Persistent gaps despite progress
The continent needs an estimated $1.3 trillion annually to meet the Sustainable Development Goals (SDGs). Yet high borrowing costs, limited concessional financing, and risk-averse investment patterns continue to constrain progress on the SDGs, AfCFTA implementation, and Agenda 2063.
Only two African countries are rated investment grade, despite a pipeline of viable projects across energy, transport, agriculture, and digital infrastructure.
Most face high debt servicing costs, with many middle-income countries caught in a policy bind: no longer eligible for concessional loans but still carrying deep social and structural vulnerabilities.
ECA has called for reforms to reflect these realities, including changes to how countries qualify for concessional finance, the creation of an African credit rating agency, and the use of tools like the Multidimensional Vulnerability Index to better assess risk and access needs.
“GDP alone no longer reflects the complexity of people’s lives,” Mr Gatete noted. “We must develop and mainstream indicators that capture vulnerability, resilience, and inequality so that eligibility is based on needs, not just numbers.”
A shift in approach to private finance
One of the most prominent announcements from Africa’s delegation was the launch of the Platform for Action on Private Investment Mobilization, a collaborative initiative involving ECA, Convergence Blended Finance, the OECD-DAC, and other partners.
Designed to attract more private capital through blended finance, the platform aims to align investment flows with national and regional priorities such as trade corridors, industrial zones, and renewable energy infrastructure.
“We are not proposing another list of projects. We are proposing a coordinated, African-led mechanism to shift capital to where it’s most needed,” Mr Gatete said.
Africa’s investment potential is real and growing. With the AfCFTA creating a $3.4 trillion economic bloc spanning 1.5 billion people, and a steady pipeline of bankable projects across sectors, ECA argues that the missing link is not opportunity, but perception.

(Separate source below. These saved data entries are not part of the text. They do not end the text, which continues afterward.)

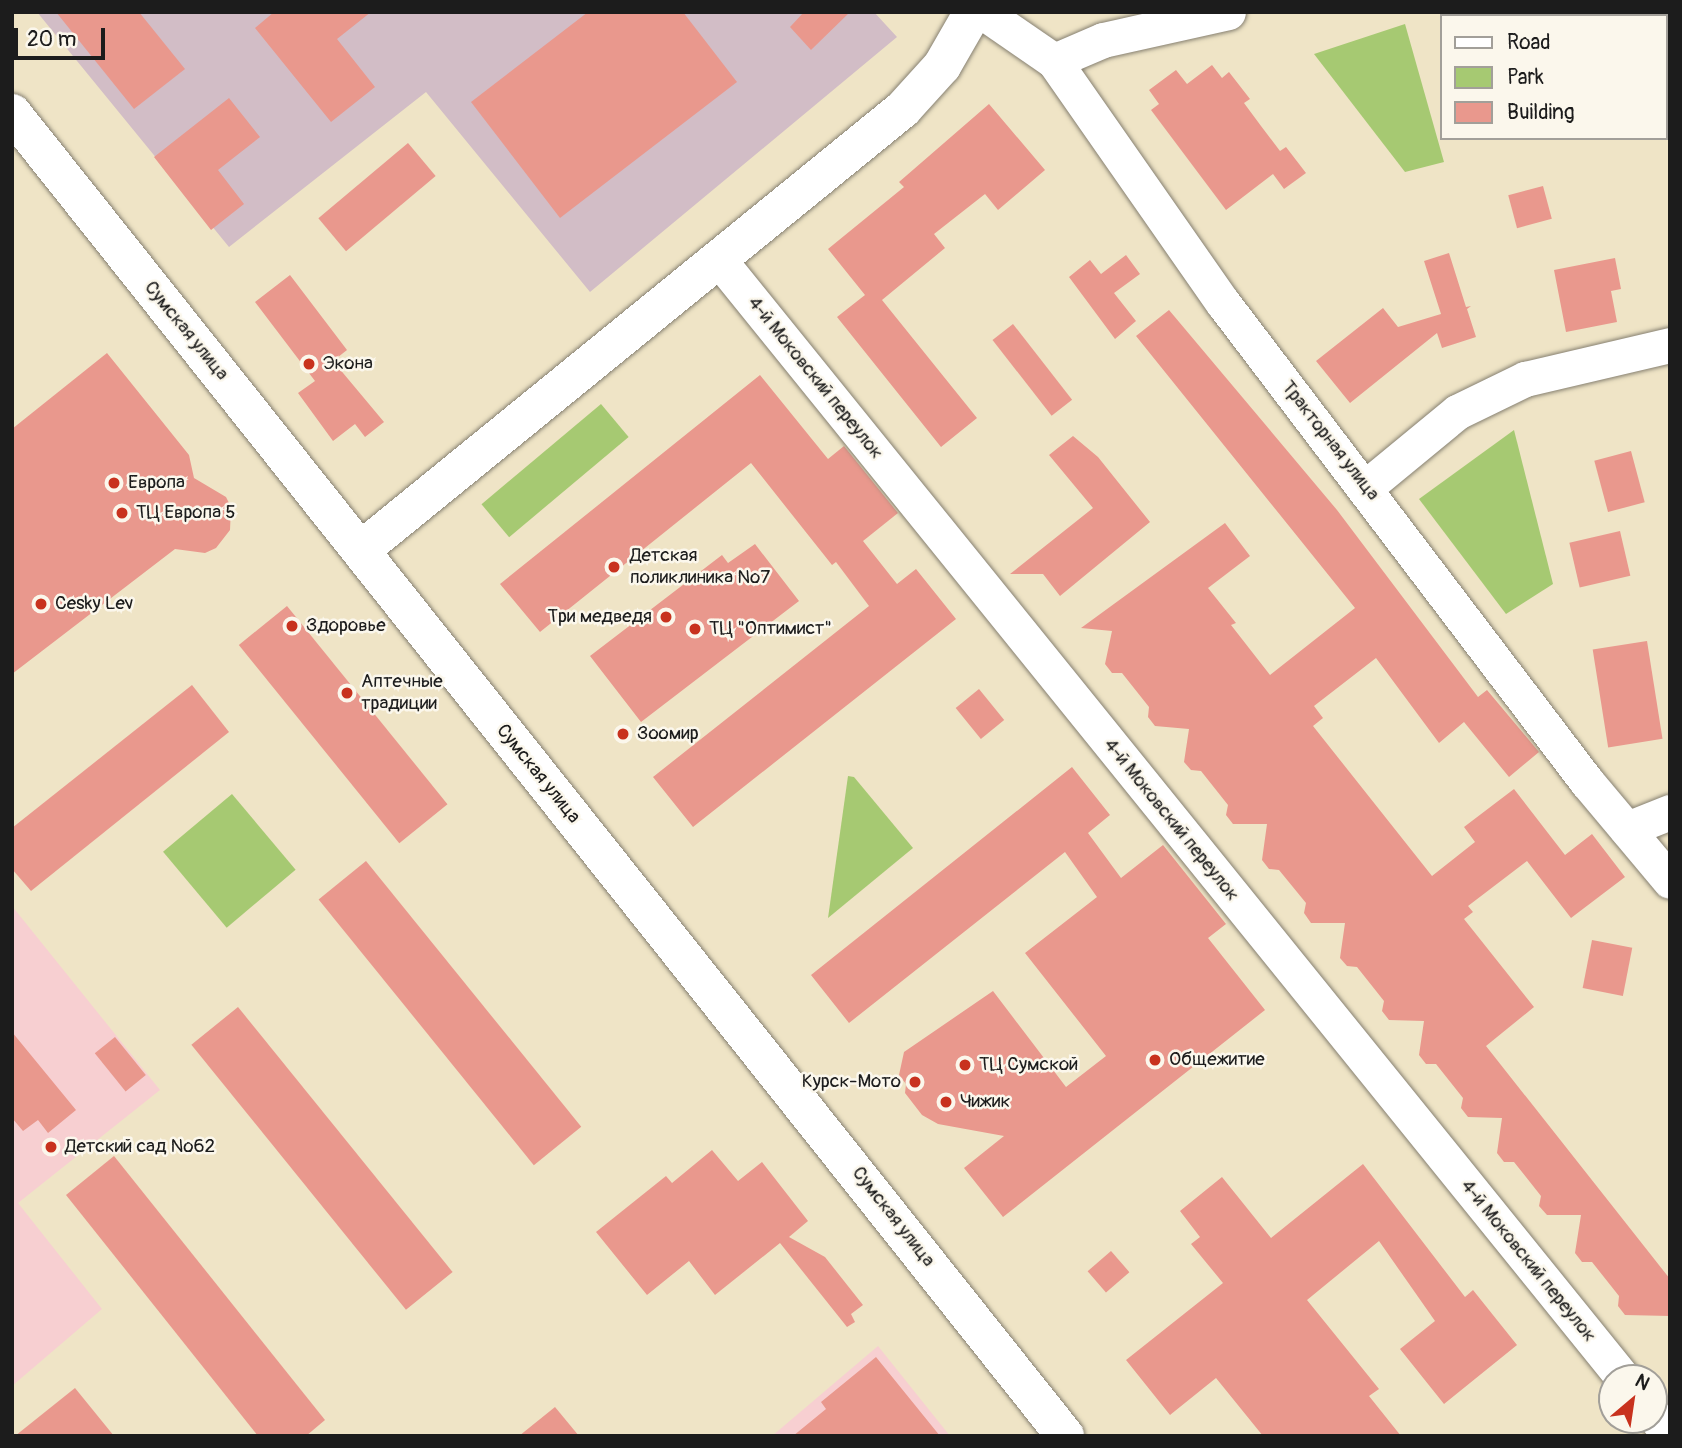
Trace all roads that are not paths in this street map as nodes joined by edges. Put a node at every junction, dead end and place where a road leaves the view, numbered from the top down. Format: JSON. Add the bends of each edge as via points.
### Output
{"nodes":[{"id":1,"x":973,"y":12,"type":"edge"},
{"id":2,"x":983,"y":12,"type":"edge"},
{"id":3,"x":1228,"y":12,"type":"edge"},
{"id":4,"x":1054,"y":61,"type":"junction"},
{"id":5,"x":12,"y":113,"type":"edge"},
{"id":6,"x":720,"y":261,"type":"junction"},
{"id":7,"x":1670,"y":345,"type":"edge"},
{"id":8,"x":1366,"y":487,"type":"junction"},
{"id":9,"x":361,"y":550,"type":"junction"},
{"id":10,"x":1670,"y":812,"type":"edge"},
{"id":11,"x":1627,"y":829,"type":"junction"},
{"id":12,"x":1670,"y":881,"type":"edge"},
{"id":13,"x":1612,"y":1364,"type":"edge"},
{"id":14,"x":1065,"y":1436,"type":"edge"}],
"edges":[{"from":1,"to":6,"type":"main road","via":[[942,66],[903,109]]},
{"from":2,"to":4,"type":"street","name":"Тракторная улица"},
{"from":3,"to":4,"type":"street","via":[[1103,40]]},
{"from":4,"to":8,"type":"street","name":"Тракторная улица","via":[[1223,303]]},
{"from":5,"to":9,"type":"main road","name":"Сумская улица"},
{"from":6,"to":9,"type":"main road"},
{"from":6,"to":13,"type":"street","name":"4-й Моковский переулок"},
{"from":7,"to":8,"type":"street","via":[[1525,379],[1457,412]]},
{"from":8,"to":11,"type":"street","name":"Тракторная улица"},
{"from":9,"to":14,"type":"main road","name":"Сумская улица"},
{"from":10,"to":11,"type":"street"},
{"from":11,"to":12,"type":"street","name":"Тракторная улица"}]}
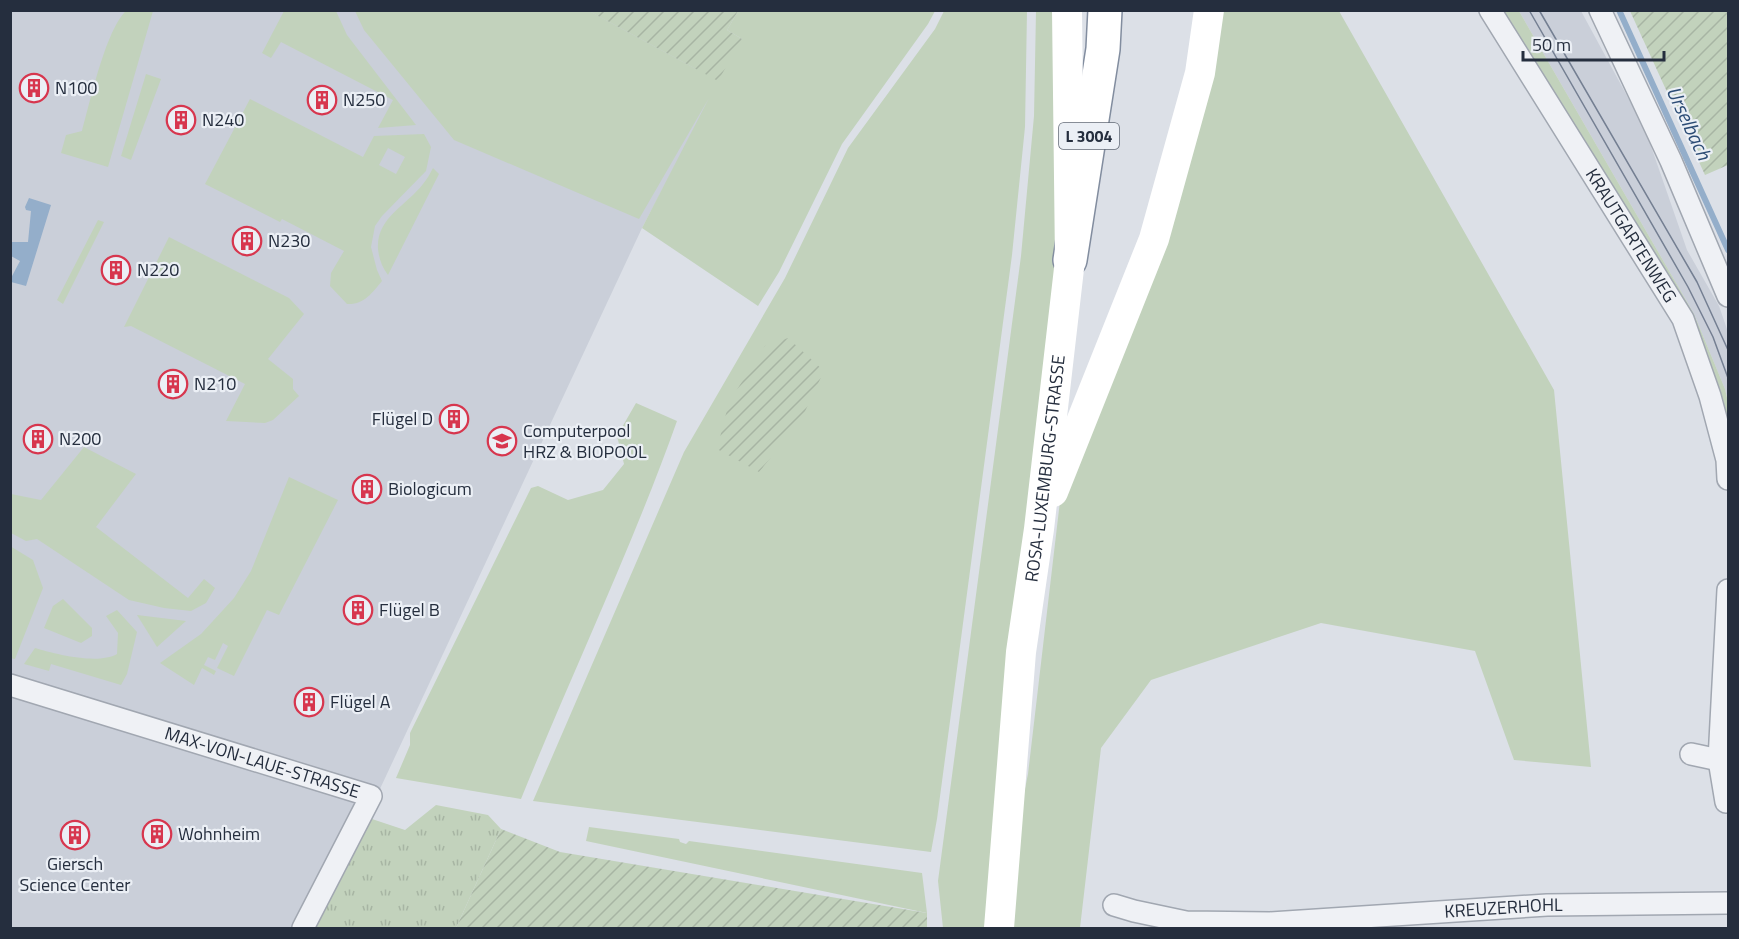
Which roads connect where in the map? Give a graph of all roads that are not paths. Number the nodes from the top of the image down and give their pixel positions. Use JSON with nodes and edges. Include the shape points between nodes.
{"nodes":[{"id":1,"x":1067,"y":10,"type":"edge"},
{"id":2,"x":1105,"y":10,"type":"edge"},
{"id":3,"x":1209,"y":10,"type":"edge"},
{"id":4,"x":1490,"y":10,"type":"edge"},
{"id":5,"x":1600,"y":10,"type":"edge"},
{"id":6,"x":1070,"y":260,"type":"junction"},
{"id":7,"x":1728,"y":296,"type":"edge"},
{"id":8,"x":1728,"y":479,"type":"edge"},
{"id":9,"x":1039,"y":529,"type":"junction"},
{"id":10,"x":1728,"y":590,"type":"edge"},
{"id":11,"x":10,"y":685,"type":"edge"},
{"id":12,"x":1690,"y":754,"type":"dead end"},
{"id":13,"x":1719,"y":760,"type":"junction"},
{"id":14,"x":1726,"y":802,"type":"dead end"},
{"id":15,"x":1728,"y":903,"type":"edge"},
{"id":16,"x":1130,"y":915,"type":"edge"},
{"id":17,"x":303,"y":928,"type":"edge"},
{"id":18,"x":999,"y":928,"type":"edge"}],
"edges":[{"from":1,"to":6,"type":"main road"},
{"from":2,"to":6,"type":"highway","name":"ROSA-LUXEMBURG-STRASSE","number":"L 3004","via":[[1103,49]]},
{"from":3,"to":9,"type":"main road","via":[[1200,74],[1154,239]]},
{"from":4,"to":8,"type":"street","name":"KRAUTGARTENWEG","via":[[1683,320],[1710,396],[1727,460]]},
{"from":5,"to":7,"type":"street","via":[[1671,161]]},
{"from":6,"to":9,"type":"main road","name":"ROSA-LUXEMBURG-STRASSE","number":"L 3004"},
{"from":9,"to":18,"type":"main road","name":"ROSA-LUXEMBURG-STRASSE","number":"L 3004","via":[[1021,652]]},
{"from":10,"to":13,"type":"street"},
{"from":11,"to":17,"type":"street","name":"MAX-VON-LAUE-STRASSE","via":[[371,795]]},
{"from":12,"to":13,"type":"street"},
{"from":13,"to":14,"type":"street"},
{"from":15,"to":16,"type":"street","name":"KREUZERHOHL","via":[[1547,905],[1270,923],[1186,922]]}]}
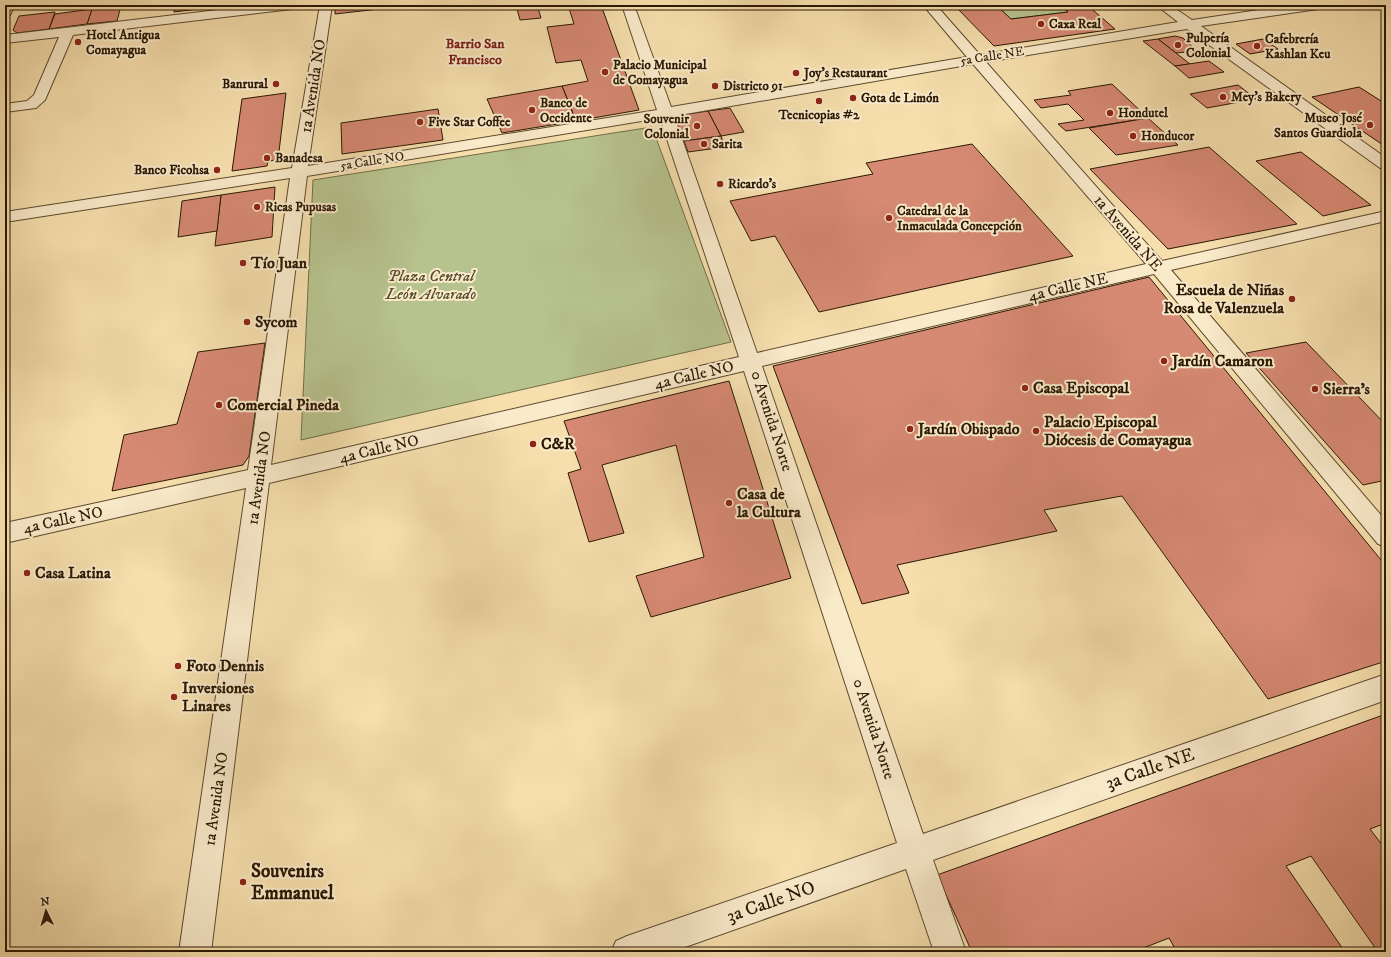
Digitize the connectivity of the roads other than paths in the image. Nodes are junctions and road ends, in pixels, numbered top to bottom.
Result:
1 (9, 5) edge
2 (292, 5) edge
3 (326, 5) edge
4 (628, 5) edge
5 (929, 5) edge
6 (1162, 5) edge
7 (1318, 5) edge
8 (5, 12) edge
9 (1187, 24) junction
10 (68, 32) junction
11 (5, 39) edge
12 (975, 58) junction
13 (5, 108) edge
14 (667, 113) junction
15 (1386, 165) edge
16 (299, 173) junction
17 (1386, 216) edge
18 (5, 217) edge
19 (1157, 266) junction
20 (752, 361) junction
21 (260, 476) junction
22 (5, 533) edge
23 (1386, 537) edge
24 (1386, 687) edge
25 (914, 852) junction
26 (195, 952) edge
27 (627, 952) edge
28 (950, 952) edge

Mr Gatete emphasized that Africa does not lack investable projects. It lacks capital. He deplored the fact that “outdated risk models and skewed credit ratings continue to push capital away from the continent, despite reforms and opportunities on the ground.”
ECA underscored that de-risking tools and improved financial architecture are essential to attract long-term private investment and foreign direct investment (FDI) at scale.
Debt, data, and a new follow-up framework
Several African countries also pushed for updates to sovereign debt frameworks, calling for faster and fairer restructuring mechanisms that include private creditors and middle-income countries.
ECA advocated for debt-for-climate swaps, transition bonds, and better integration of sustainability into debt sustainability analyses.
The Seville outcome document supports some of these ideas, encouraging regular reviews, improved debt transparency, and an expanded use of Special Drawing Rights (SDRs). It also acknowledges the need for a more inclusive financial architecture.
To monitor implementation, Mr Gatete proposed the creation of an Integrated FfD Follow-up System, with regional observatories and country-level coordination units. In Africa, this would be co-led by the African Union Commission, ECA, and the African Development Bank.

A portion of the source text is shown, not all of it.